> _Your assignment_
A verbatim copy of every entry is required.
──────────────────────────────
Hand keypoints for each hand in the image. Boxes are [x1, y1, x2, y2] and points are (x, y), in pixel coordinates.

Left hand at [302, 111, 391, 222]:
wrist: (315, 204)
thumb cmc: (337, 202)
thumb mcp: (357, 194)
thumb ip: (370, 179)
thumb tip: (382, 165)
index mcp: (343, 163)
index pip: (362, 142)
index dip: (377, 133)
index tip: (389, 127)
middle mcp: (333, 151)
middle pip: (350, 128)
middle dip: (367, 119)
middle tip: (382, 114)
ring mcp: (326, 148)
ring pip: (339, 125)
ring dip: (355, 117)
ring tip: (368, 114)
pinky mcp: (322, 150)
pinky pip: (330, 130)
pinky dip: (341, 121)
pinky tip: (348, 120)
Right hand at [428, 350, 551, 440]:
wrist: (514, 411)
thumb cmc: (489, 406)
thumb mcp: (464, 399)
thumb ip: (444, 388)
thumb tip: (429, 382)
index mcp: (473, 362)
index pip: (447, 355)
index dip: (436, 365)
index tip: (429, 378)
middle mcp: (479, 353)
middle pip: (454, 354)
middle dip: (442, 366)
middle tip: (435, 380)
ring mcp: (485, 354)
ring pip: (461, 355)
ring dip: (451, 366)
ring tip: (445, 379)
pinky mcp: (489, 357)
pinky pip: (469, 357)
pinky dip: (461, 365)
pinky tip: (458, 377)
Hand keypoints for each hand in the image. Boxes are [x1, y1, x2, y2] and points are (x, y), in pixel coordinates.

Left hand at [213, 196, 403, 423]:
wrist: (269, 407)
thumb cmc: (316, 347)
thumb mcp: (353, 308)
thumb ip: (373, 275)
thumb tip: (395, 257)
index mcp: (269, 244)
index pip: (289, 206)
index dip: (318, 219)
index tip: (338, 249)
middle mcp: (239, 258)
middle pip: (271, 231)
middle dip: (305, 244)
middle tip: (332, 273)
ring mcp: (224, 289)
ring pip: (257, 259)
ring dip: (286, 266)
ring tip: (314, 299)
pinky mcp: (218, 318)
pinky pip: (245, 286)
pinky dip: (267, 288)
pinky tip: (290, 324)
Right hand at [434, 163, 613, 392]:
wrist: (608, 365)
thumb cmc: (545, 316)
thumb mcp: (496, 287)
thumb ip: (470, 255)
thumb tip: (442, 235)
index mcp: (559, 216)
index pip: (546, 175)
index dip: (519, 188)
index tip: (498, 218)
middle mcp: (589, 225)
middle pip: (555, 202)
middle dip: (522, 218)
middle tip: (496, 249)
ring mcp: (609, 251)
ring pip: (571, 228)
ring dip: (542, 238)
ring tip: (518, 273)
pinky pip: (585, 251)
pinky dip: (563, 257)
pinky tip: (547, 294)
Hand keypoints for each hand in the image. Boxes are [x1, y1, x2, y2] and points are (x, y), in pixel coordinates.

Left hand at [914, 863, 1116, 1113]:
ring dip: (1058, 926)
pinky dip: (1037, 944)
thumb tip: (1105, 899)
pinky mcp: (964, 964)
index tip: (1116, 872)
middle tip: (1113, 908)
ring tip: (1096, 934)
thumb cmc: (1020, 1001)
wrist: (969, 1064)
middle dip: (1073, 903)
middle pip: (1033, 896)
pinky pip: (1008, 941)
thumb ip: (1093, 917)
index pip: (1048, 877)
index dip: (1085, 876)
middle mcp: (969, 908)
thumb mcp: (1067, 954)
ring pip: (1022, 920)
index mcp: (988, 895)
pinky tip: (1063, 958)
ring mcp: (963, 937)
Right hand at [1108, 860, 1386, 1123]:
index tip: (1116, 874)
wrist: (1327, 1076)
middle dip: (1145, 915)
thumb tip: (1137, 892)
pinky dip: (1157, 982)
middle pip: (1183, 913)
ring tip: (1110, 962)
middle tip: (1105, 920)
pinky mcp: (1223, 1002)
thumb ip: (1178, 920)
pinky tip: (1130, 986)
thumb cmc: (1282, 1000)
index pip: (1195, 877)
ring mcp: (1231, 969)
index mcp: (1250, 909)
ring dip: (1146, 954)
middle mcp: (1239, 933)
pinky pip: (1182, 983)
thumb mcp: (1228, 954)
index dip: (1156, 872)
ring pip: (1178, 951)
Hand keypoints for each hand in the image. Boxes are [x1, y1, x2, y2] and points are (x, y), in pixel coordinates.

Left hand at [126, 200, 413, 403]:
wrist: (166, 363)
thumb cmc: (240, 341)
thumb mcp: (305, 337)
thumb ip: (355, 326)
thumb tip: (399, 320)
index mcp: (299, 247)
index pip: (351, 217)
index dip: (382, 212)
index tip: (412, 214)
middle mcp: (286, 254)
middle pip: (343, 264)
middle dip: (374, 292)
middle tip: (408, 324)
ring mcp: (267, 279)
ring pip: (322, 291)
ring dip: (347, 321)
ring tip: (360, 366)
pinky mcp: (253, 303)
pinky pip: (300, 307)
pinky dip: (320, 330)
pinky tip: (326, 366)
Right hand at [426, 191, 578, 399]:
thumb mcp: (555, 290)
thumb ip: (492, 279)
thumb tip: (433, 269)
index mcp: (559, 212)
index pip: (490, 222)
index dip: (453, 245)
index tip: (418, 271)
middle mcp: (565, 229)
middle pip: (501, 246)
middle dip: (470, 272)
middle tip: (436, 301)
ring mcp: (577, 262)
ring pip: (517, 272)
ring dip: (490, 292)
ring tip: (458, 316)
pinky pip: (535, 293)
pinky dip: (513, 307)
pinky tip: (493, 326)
──────────────────────────────
> _Exercise result_
Hand keypoints for each hand in the image. Boxes are [x1, y1, x2, y2] and points are (x, y), in pixel coordinates.

Left hand at [302, 111, 391, 222]:
wrist: (315, 204)
thumb cmc: (337, 202)
thumb mcp: (357, 194)
thumb ip: (370, 179)
thumb tip: (382, 165)
index mcp: (343, 163)
index pip: (362, 142)
index dip: (377, 133)
index tip: (389, 127)
middle mcp: (333, 151)
middle pip: (350, 128)
middle dip: (367, 119)
middle tip: (382, 114)
ring mcp: (326, 148)
ring pip: (339, 125)
ring dip: (355, 117)
ring tip: (368, 114)
pinky mcp: (322, 150)
pinky pip: (330, 130)
pinky dip: (341, 121)
pinky tip: (348, 120)
Right hand at [428, 350, 551, 440]:
wrist: (514, 411)
thumb cmc: (489, 406)
thumb mcp: (464, 399)
thumb ip: (444, 388)
thumb tip: (429, 382)
index mcp: (473, 362)
index pip: (447, 355)
index dip: (436, 365)
index tip: (429, 378)
middle mcp: (479, 353)
middle pip: (454, 354)
middle dip: (442, 366)
middle tip: (435, 380)
ring mcp: (485, 354)
ring pip: (461, 355)
ring dip: (451, 366)
ring tip: (445, 379)
pinky mcp: (489, 357)
pinky pip: (469, 357)
pinky dip: (461, 365)
pinky tip: (458, 377)
Hand keypoints for each hand in the image. Boxes are [x1, y1, x2, y2] and points are (x, y), in pixel coordinates.

Left hand at [213, 196, 403, 423]:
wrist: (269, 407)
thumb cmc: (316, 347)
thumb mcp: (353, 308)
thumb ip: (373, 275)
thumb tip: (395, 257)
index mcp: (269, 244)
index pip: (289, 206)
index dip: (318, 219)
index tip: (338, 249)
middle mcp: (239, 258)
middle pip: (271, 231)
middle dip: (305, 244)
middle tip: (332, 273)
ring mcp: (224, 289)
ring pip: (257, 259)
ring dip: (286, 266)
ring tip: (314, 299)
pinky mcp: (218, 318)
pinky pip: (245, 286)
pinky dip: (267, 288)
pinky tip: (290, 324)
Right hand at [434, 163, 613, 392]:
wrist: (608, 365)
thumb cmc: (545, 316)
thumb mcp: (496, 287)
thumb ip: (470, 255)
thumb tip: (442, 235)
index mcp: (559, 216)
index pip: (546, 175)
index dip: (519, 188)
index tip: (498, 218)
middle mcp: (589, 225)
middle pip: (555, 202)
middle dip: (522, 218)
middle tip: (496, 249)
ring mcp: (609, 251)
ring pip: (571, 228)
ring dip: (542, 238)
ring tip: (518, 273)
pinky pip: (585, 251)
pinky dip: (563, 257)
pinky tip: (547, 294)
Hand keypoints for each hand in the image. Boxes are [x1, y1, x2, y2] and points are (x, y), in pixel coordinates.

Left hand at [914, 863, 1116, 1113]:
ring dip: (1058, 926)
pinky dip: (1037, 944)
thumb tip: (1105, 899)
pinky mcp: (964, 964)
index tip: (1116, 872)
middle tip: (1113, 908)
ring tip: (1096, 934)
thumb cmc: (1020, 1001)
wrist: (969, 1064)
middle dip: (1073, 903)
middle pip: (1033, 896)
pinky pip: (1008, 941)
thumb ip: (1093, 917)
index pip: (1048, 877)
index dip: (1085, 876)
middle mcp: (969, 908)
thumb mcp: (1067, 954)
ring pip: (1022, 920)
index mcp: (988, 895)
pinky tip: (1063, 958)
ring mcp: (963, 937)
Right hand at [1108, 860, 1386, 1123]:
index tip: (1116, 874)
wrist: (1327, 1076)
middle dip: (1145, 915)
thumb tip: (1137, 892)
pinky dip: (1157, 982)
middle pip: (1183, 913)
ring tip: (1110, 962)
middle tip: (1105, 920)
pinky mcp: (1223, 1002)
thumb ip: (1178, 920)
pinky tip: (1130, 986)
thumb cmc: (1282, 1000)
index pip: (1195, 877)
ring mcp: (1231, 969)
index mcp: (1250, 909)
ring dip: (1146, 954)
middle mcp: (1239, 933)
pinky pip: (1182, 983)
thumb mcp: (1228, 954)
index dip: (1156, 872)
ring pip: (1178, 951)
Hand keypoints for each hand in the image. Boxes are [x1, y1, x2, y2] and points are (x, y), in pixel coordinates.

Left hand at [126, 200, 413, 403]:
wrist: (166, 363)
thumb cmc: (240, 341)
thumb mcp: (305, 337)
thumb ip: (355, 326)
thumb tip: (399, 320)
index mcp: (299, 247)
index pip: (351, 217)
index dip: (382, 212)
index tip: (412, 214)
middle mcp: (286, 254)
middle pip: (343, 264)
middle dip: (374, 292)
middle tip: (408, 324)
ring mcp: (267, 279)
ring pip: (322, 291)
ring dip: (347, 321)
ring tip: (360, 366)
pinky mcp: (253, 303)
pinky pip: (300, 307)
pinky dip: (320, 330)
pinky tip: (326, 366)
Right hand at [426, 191, 578, 399]:
thumb mcp: (555, 290)
thumb ip: (492, 279)
thumb tip: (433, 269)
index mcp: (559, 212)
index pip: (490, 222)
index dip: (453, 245)
index tip: (418, 271)
middle mcp: (565, 229)
middle pip: (501, 246)
middle dip: (470, 272)
middle tip: (436, 301)
ring mcp: (577, 262)
ring pip: (517, 272)
ring dip: (490, 292)
ring tip: (458, 316)
pinky pip: (535, 293)
pinky dip: (513, 307)
pinky tip: (493, 326)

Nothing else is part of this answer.